В госпитале Микулай слышал, что фляжка с балтийской водой была-таки доставлена генералу. Принес ее знакомый солдат, вологодский парень, почти земляк Микулая.
После возвращения домой едва поборол Микулай отчаяние, боль свою и горечь. Мужиков нету в деревне, надо работать, а он теперь инвалид.
Сядет подшивать ребятишкам валенки — дратву не может затянуть одной-то рукой. Выйдет дров наколоть, топором ударит — и сам закачается, в голове звон и огненные круги, дает себя знать рана на виске…
Пришлось помаленьку, исподволь втягиваться в работу и терпеть эту боль, эту слабость, эту проклятую немощность. И надо было не опуститься с тоски и не срывать горькую злость на жене и детях. Они ведь не виноваты.
Он терпел, приноравливался. Летом уже на сенокосилке работал, осенью — на жатке. Оказалось, что можно и с немощью своей справиться, если зубы покрепче стиснуть.
Емеля тогда уже не было в деревне. Уехал куда-то на Север, где платили подороже, с надбавками; устроился в военизированную охрану. Жену с детьми выписал к себе, и теперь соседская изба стояла с заколоченными окнами, будто с бельмами на глазах.
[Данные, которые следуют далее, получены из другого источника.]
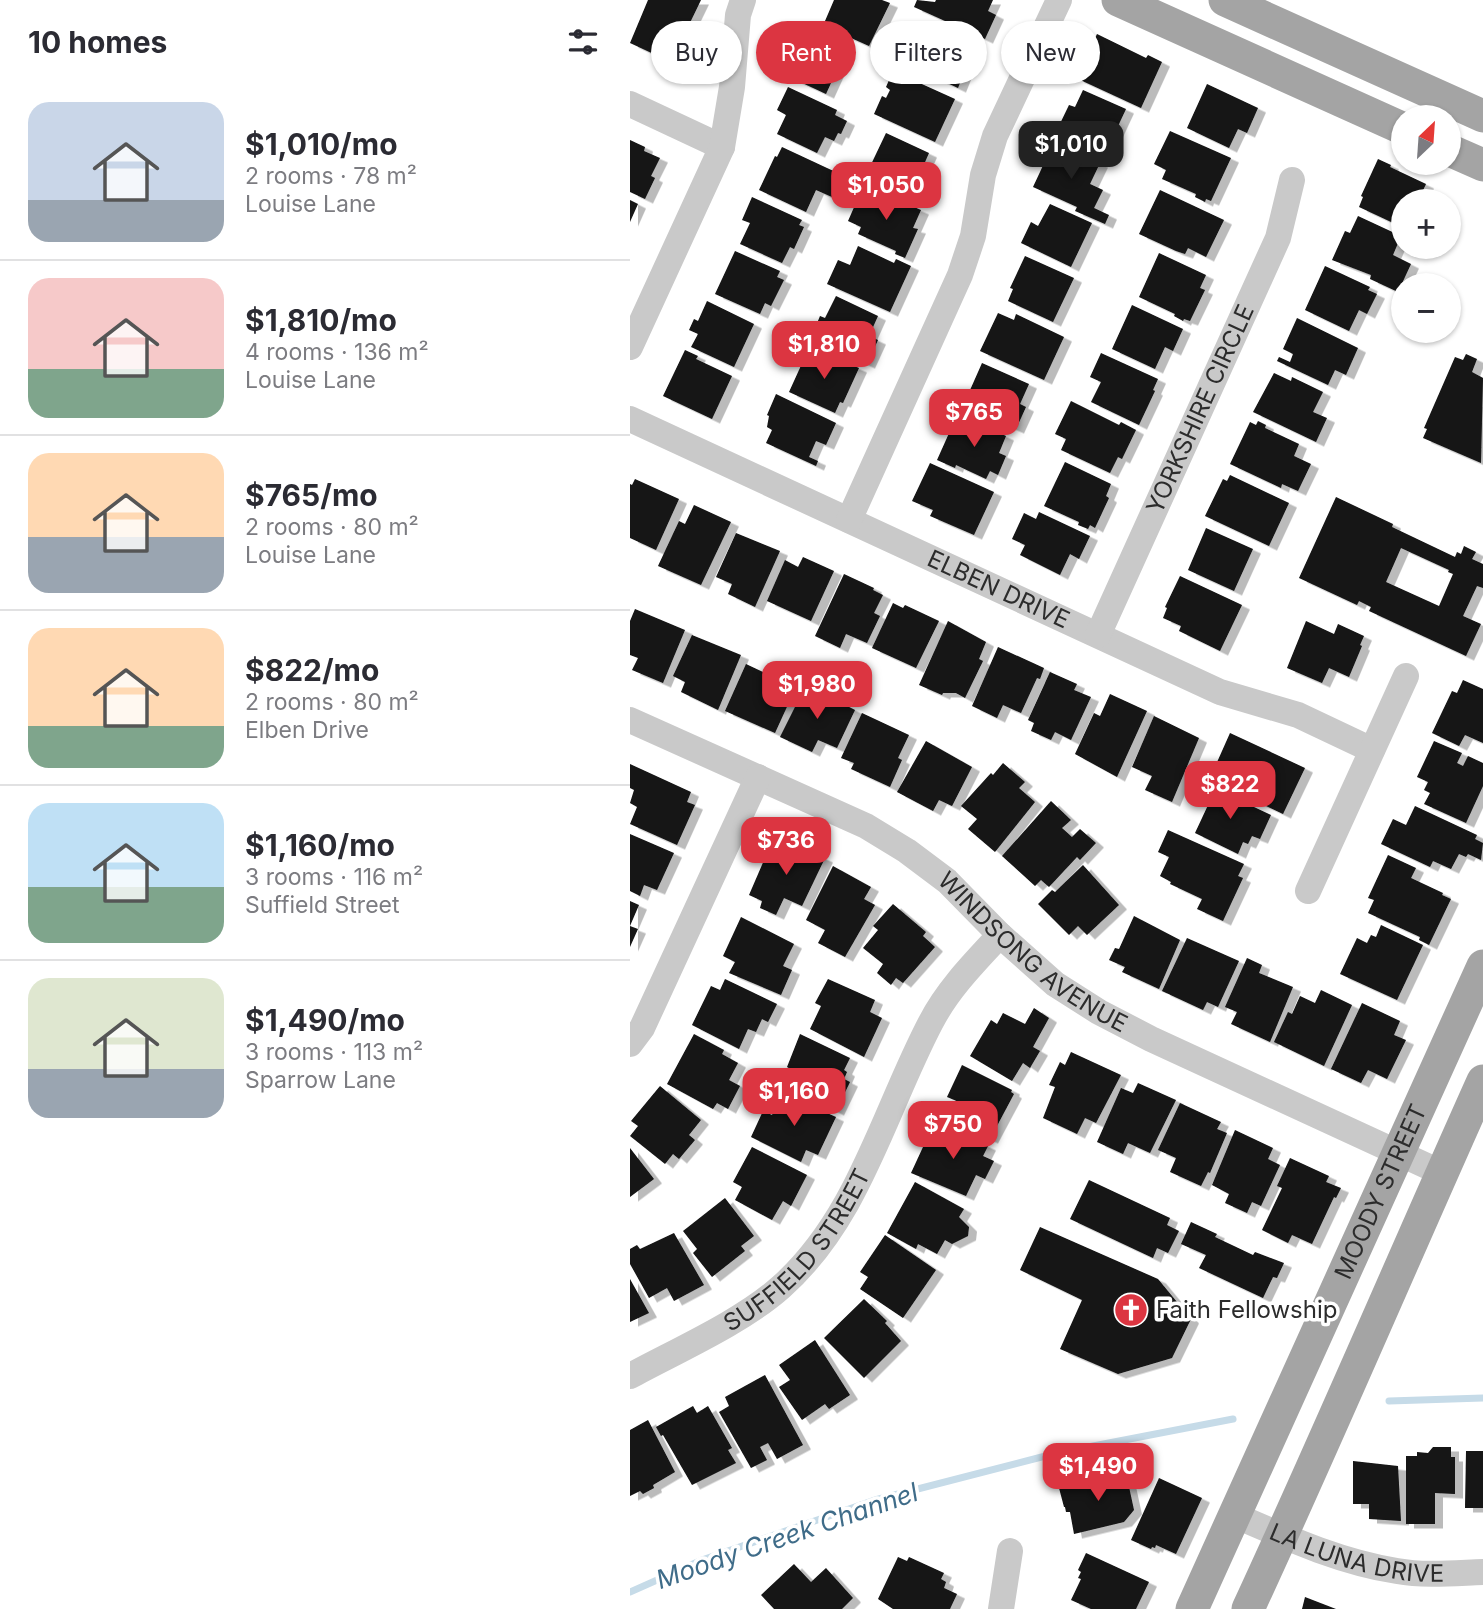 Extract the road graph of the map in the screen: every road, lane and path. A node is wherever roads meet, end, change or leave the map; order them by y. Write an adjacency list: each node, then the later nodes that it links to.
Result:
1 (743, 0): 10 (street)
2 (1059, 0): 16 (street)
3 (1118, 0): 6 (main road)
4 (1225, 0): 5 (main road)
5 (1330, 47): 6 (main road); 8 (main road)
6 (1310, 87): 9 (main road)
7 (630, 104): 10 (street)
8 (1483, 116)
9 (1391, 123)
10 (722, 147): 14 (street)
11 (1461, 155): 12 (main road)
12 (1483, 165)
13 (1292, 180): 17 (street, YORKSHIRE CIRCLE)
14 (630, 347)
15 (630, 419): 16 (street, ELBEN DRIVE)
16 (849, 520): 17 (street, ELBEN DRIVE)
17 (1098, 635): 20 (street, ELBEN DRIVE)
18 (1406, 676): 20 (street)
19 (630, 720): 21 (street, WINDSONG AVENUE)
20 (1372, 750): 22 (street)
21 (758, 777): 23 (street, WINDSONG AVENUE); 25 (street)
22 (1308, 891)
23 (1000, 935): 27 (street, WINDSONG AVENUE); 29 (street, SUFFIELD STREET)
24 (1483, 966): 27 (main road, MOODY STREET)
25 (630, 1044)
26 (1483, 1081): 28 (main road, MOODY STREET)
27 (1398, 1152): 28 (street, WINDSONG AVENUE); 30 (main road, MOODY STREET)
28 (1441, 1173): 31 (main road, MOODY STREET)
29 (630, 1376)
30 (1234, 1515): 31 (street, LA LUNA DRIVE); 35 (main road, MOODY STREET)
31 (1282, 1536): 33 (street, LA LUNA DRIVE); 36 (main road, MOODY STREET)
32 (1010, 1551): 34 (street)
33 (1483, 1572)
34 (1001, 1609)
35 (1192, 1609)
36 (1248, 1609)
Однажды в сенокосную пору Микулай заскочил в сельпо, курева раздобыть. И столкнулся нос к носу с Емелем. Начальственный вид приобрел располневший, медлительный в движениях Емель; картинно выглядел в хромовых своих полумягких сапогах, в диагоналевых зеленых галифе с небольшим напуском, в плотном, с подложенной грудью кителе… А Емель великодушно не заметил, не стал разглядывать драный пиджачишко Микулая и растоптанные его кирзы.
— Здорово, если узнал!
— Отчего же, узнал… — невольно улыбнулся Микулай.
— Постарел-то! Оброс!
— Не беда, бороду в бане сниму.
— А морщины? Их, брат, не снимешь, а?
— Да они не мешают.
— Любоваться тобой некому? Плохо, брат… А ты не сиди в такой глуши.
— Кому же сидеть-то? — сказал Микулай. — Ты вон уехал, не пашешь, не сеешь… На чьем хлебушке раздобрел?
— Не на твоем, Микулай. С твоего хлеба не поправишься. До сих пор поднять колхоз не можете… Да ты не обижайся, чего там. Я бы тебе помог по старой-то памяти. Пристроил бы на хорошую работенку.
— Куда?
— Под свое руководство. У меня теперь немало подчиненных.
— Нет. Не дадут мне справку из деревни уйти.